She kept a book of addresses just for cards. She would mark off people who sent her one and they would get one in return, but if she didn’t get one from a regular sender, she would cross them off her list.

Every card she got was displayed in the house in the event one of the senders visited; they would see that their card was important enough to display. She did take great joy in crossing people off the list. Every couple of years she could reduce her card purchases by a box or two.

One day she just got fed up with it all and stopped buying and sending cards all together. She is now 87 and spends her winters in Hawaii. Every once in a while I’ll get a Christmas card from her with a Christmas in Hawaii theme. I never send her one, but she expects that. It was a habit I never adopted, nor will I. If I were to, I would send out rude anti Christmas cards, but why piss off even more people than I already piss off.

Saturday, December 22, 2007

Summer Time Santa

I don’t know if y’all read the comments that many of the readers leave after my articles, but I found Mooseheads reply the other day quite amusing. He wrote: ” Walking down an aisle of a grocery store, a lady with toddler in the driver's seat of a grocery cart approached and the little kid pointed his snotty finger at me in wonder and said questioningly "Pere Noel?"

I’ve seen photos of Moosehead, and he kind of does look like Santa in the modern sense.

The Santa that was engrained in my head as a child was one that was extremely obese with a long flowing curly white beard. He had a bulbous red nose and red cheeks and he smoked a pipe.

Somehow the modern Santa promotional machine has turned Santa into the image of a rather fit senior citizen. Moosehead isn’t old enough to be a senior yet, but his prematurely white beard could easily fool a child in a grocery store.

When I was growing up there was a famous Santa in my town. He was a superstar every December. He really looked the part. He was fat, had a rosy complexion and he had a long curly real white beard. He smoked a pipe and looked children in the eye when ever he saw them.

After Christmas was over you could still see him in town, usually going into or out of Pelzer’s Tavern. I don’t think he worked during the other eleven months of the year.

Since I saw him more often during the year than in December, I titled him “The Summer Time Santa.” My mother even called him that.

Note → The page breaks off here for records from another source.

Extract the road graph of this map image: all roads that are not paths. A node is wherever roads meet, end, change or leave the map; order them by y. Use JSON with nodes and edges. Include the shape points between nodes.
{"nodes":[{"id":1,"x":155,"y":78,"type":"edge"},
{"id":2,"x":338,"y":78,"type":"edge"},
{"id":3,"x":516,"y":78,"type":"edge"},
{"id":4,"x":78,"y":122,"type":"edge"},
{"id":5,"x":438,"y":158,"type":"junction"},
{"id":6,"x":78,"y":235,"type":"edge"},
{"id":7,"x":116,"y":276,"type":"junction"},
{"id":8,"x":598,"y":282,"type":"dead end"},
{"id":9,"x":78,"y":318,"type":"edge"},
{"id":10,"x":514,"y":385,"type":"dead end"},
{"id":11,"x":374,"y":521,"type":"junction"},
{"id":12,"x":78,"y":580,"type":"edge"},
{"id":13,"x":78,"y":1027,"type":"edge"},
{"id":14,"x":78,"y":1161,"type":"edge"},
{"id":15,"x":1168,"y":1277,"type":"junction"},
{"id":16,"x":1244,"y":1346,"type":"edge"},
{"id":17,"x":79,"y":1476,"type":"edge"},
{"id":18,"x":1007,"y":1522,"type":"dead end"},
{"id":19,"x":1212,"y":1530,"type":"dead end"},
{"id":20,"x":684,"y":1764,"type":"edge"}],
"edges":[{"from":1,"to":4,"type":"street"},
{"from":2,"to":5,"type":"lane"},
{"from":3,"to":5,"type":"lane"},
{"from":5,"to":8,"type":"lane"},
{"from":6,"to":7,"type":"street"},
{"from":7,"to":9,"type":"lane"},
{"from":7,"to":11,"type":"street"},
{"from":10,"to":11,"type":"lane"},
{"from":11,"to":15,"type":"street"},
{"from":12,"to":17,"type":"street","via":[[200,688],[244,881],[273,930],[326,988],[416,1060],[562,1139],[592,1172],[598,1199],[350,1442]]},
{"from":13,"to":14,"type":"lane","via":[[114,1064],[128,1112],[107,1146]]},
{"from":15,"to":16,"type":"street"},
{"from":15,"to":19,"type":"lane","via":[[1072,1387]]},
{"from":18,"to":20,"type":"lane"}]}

I think of this and how many Santa character actors have employment challenges during the other eleven months of the year. Maybe someone can organize them. They could form a company that makes toys. Moosehead can open the Canadian franchise. Opportunity knocks for all those with white beards and the Santa demenor.

Friday, December 21, 2007

Adult Children

There are some people who when you see them you can see the child that was once in them. I’ve always said that people are exactly the same people they were as children, only bigger and more-so. Having lived the first thirty-three years of my life in the same town where I was born allowed me to see many of the children I grew up with become adults. The kids that were douches in kindergarten were the same as adults when I left. The kids who were thieves in their younger years were in some sort of prison or rehab when I left.

Now the cool thing is what happened to the kids who never distinguished themselves as being good, bad, or creative, or special in any way. It seems to me that they simply turned into their parents.

Thursday, December 20, 2007


Maybe it’s just me but I feel silly applauding. Think about it, clapping ones hands together to make noise in appreciation of something. Sometimes I think the price of admission to an event is my appreciation, or better yet stuffing cash into a tip jar.

There is a point where you can tell an audience is just doing it because they are supposed to, and the lack of length of the applause denotes a lack-luster performance. I love it when they ask the audience to hold their applause until the end of a debate.

I find the applause disingenuous at the State of the Union address the President makes every year. It nearly goes by party line, and sometimes the President forces all to applaud by throwing out a statement where it would be treasonous not to applaud.

Have you ever attended theater for the deaf? They don’t clap since they are deaf. No one would hear it. Instead they raise their hands and flutter them like Al Jolson going across the stage in black face.

I think it would be cool if we all carried electronic devices where we could reward performers with some sort of joyful stimuli. I’m thinking of a thing like a walky-talky that is combined with a taser that broadcasts energy that feels good. You point it at the performers, pull the trigger and waves of good feeling hit them.

When I go to a show I don’t want to become part of the show. I don’t want to have to sing along. I don’t want to dance. I don’t want to be called up on the stage. I want to sit like a lump and be entertained. If I like what I see and hear, I will hit the pleasure button rather than clapping like a seal.

Wednesday, December 19, 2007


Last week, I wrote about a Subaru Wagon I once purchased. I heard from several people that wrote who pledged their allegiance to Subaru.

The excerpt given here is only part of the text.